Getting enough nitrogen
Mountain Meadows not only uses the entire contents of the two million gallon lagoon, it also uses the manure from four of its other lagoons (totaling four-million-plus gallons) and still pulls manure from a neighboring dairy farm.

“Our nitrogen source is manure, and it’s critical to us for growing crops,” says Kemp. “There aren’t a lot of supplemental nitrogen sources for organics to use. We do get some chicken manure compost from the large chicken farm and we use that predominately on our corn ground.”

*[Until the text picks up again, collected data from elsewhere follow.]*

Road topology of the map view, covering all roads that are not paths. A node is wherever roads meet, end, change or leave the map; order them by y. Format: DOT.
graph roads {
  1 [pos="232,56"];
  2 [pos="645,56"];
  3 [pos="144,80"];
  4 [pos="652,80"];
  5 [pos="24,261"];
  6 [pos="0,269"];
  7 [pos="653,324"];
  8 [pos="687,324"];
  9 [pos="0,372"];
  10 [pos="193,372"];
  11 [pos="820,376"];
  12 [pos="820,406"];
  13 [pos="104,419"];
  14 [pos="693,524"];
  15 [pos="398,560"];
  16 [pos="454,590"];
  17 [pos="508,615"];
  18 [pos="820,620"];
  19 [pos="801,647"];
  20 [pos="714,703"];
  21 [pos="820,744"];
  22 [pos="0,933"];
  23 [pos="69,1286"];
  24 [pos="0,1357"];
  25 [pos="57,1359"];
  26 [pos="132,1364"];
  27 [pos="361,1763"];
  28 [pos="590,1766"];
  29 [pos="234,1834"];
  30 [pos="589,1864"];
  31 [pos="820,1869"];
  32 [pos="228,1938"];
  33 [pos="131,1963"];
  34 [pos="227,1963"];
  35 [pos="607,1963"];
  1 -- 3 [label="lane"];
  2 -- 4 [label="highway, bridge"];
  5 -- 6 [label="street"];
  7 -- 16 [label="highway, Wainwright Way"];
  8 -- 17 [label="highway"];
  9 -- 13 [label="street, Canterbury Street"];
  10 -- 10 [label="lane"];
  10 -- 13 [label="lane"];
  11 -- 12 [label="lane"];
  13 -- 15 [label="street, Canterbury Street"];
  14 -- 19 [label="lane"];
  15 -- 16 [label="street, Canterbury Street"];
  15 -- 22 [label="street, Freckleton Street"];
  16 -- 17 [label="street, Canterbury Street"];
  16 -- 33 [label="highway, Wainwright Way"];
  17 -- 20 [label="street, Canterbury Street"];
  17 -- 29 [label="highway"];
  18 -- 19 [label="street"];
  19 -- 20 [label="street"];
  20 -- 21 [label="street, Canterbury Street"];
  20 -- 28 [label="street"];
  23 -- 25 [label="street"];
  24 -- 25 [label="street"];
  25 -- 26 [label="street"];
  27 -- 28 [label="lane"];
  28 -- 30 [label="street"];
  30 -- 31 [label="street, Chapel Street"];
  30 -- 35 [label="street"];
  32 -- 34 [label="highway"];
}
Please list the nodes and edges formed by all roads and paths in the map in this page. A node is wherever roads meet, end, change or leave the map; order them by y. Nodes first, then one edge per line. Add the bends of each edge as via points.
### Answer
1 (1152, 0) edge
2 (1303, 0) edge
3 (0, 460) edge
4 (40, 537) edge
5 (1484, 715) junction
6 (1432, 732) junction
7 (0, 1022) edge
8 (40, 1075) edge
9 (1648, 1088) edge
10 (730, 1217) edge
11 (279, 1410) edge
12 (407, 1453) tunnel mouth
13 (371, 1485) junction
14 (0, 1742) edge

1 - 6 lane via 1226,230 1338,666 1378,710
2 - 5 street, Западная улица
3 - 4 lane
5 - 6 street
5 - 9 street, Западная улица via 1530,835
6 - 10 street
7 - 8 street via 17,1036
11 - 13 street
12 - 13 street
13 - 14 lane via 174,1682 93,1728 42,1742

Being organic also prevents them from adding any normal odor control additives to the manure pits. Only microbial products would be allowed. Luckily, odor hasn’t been an issue. The farm’s practice is to agitate the pits the day before spreading. They run one or two Houle pumps in the bigger lagoon to break up any crust and stir things up. So far, that’s working well. Manure samples are also submitted for analysis.

Text program
As mentioned earlier, Vermont has a fairly rigorous manure management requirement, and it can be a lot of work for farmers. In order to help farmers out, the local University of Vermont Extension Program is developing an app and Mountain Meadows has been working with them on a test pilot for the past couple of years.

“We can input data while we’re cropping in the fields,” explains Kemp. “It’s got a load counter for the numbers of loads you take off the field in bales or tons. You can input your manure. And, for a conventional farm, they can input their fertilizers and their pesticides and herbicides. And you can do it with your smartphone or an iPad right from the field.”

The app looks like it will be a success. “It helps us with our mandated Nutrient Management Plan (NMP) because we have all our data compiled systematically, and we can report to the state each year with that program.”

The bugs are still being worked out but the university is hoping to have the app available for purchase soon.

The future of Mountain Meadow
Mountain Meadow is considering conserving a large part of the land with the Vermont Land Trust. “They would buy your development rights, so it’ll always be in agriculture,” says Kemp. “We’re in a pre-approval stage at this point, pending on selling some of the development rights along that Lemon Fair River,” assuring this parcel will always be in agricultural use.”

Executives from the NRCS recently visited the farm to hear how the EQIP and CREP programs have been a win/win for the farm and land conservation.

“They have a hard time convincing farmers sometimes to do it, because the farmers feel like they’re losing land, and I didn’t look at it that way. Typically in these areas that we fenced off, they were wetter areas, not really prolific grazing areas to begin with. It helped us subdivide our pastures into more workable paddocks for rotational grazing, and it’s cleaned up the water quality, and we have trees growing and more wildlife habitat. We are currently working with Audubon Vermont on projects to enhance threatened bird populations.”

Because the land has improved, the farm is seeing high productivity in its animals as well. Calves are weaning at a heavier weight as a result of rotational grazing with their mothers. “Overall, cow condition going into winter is better than it used to be because the pastures are better throughout the year.”  

Point of pride
Everyone at Mountain Meadows is proud of the recent national awards and being recognized for all the work that has gone into improving the farm and promoting the environment.

“We strive to be conscientious and grow a healthy and safe organic beef product to put into the market and be good stewards of the land while we do it,” says Kemp. “We’re starting to see some results from it, and it’s a great feeling.”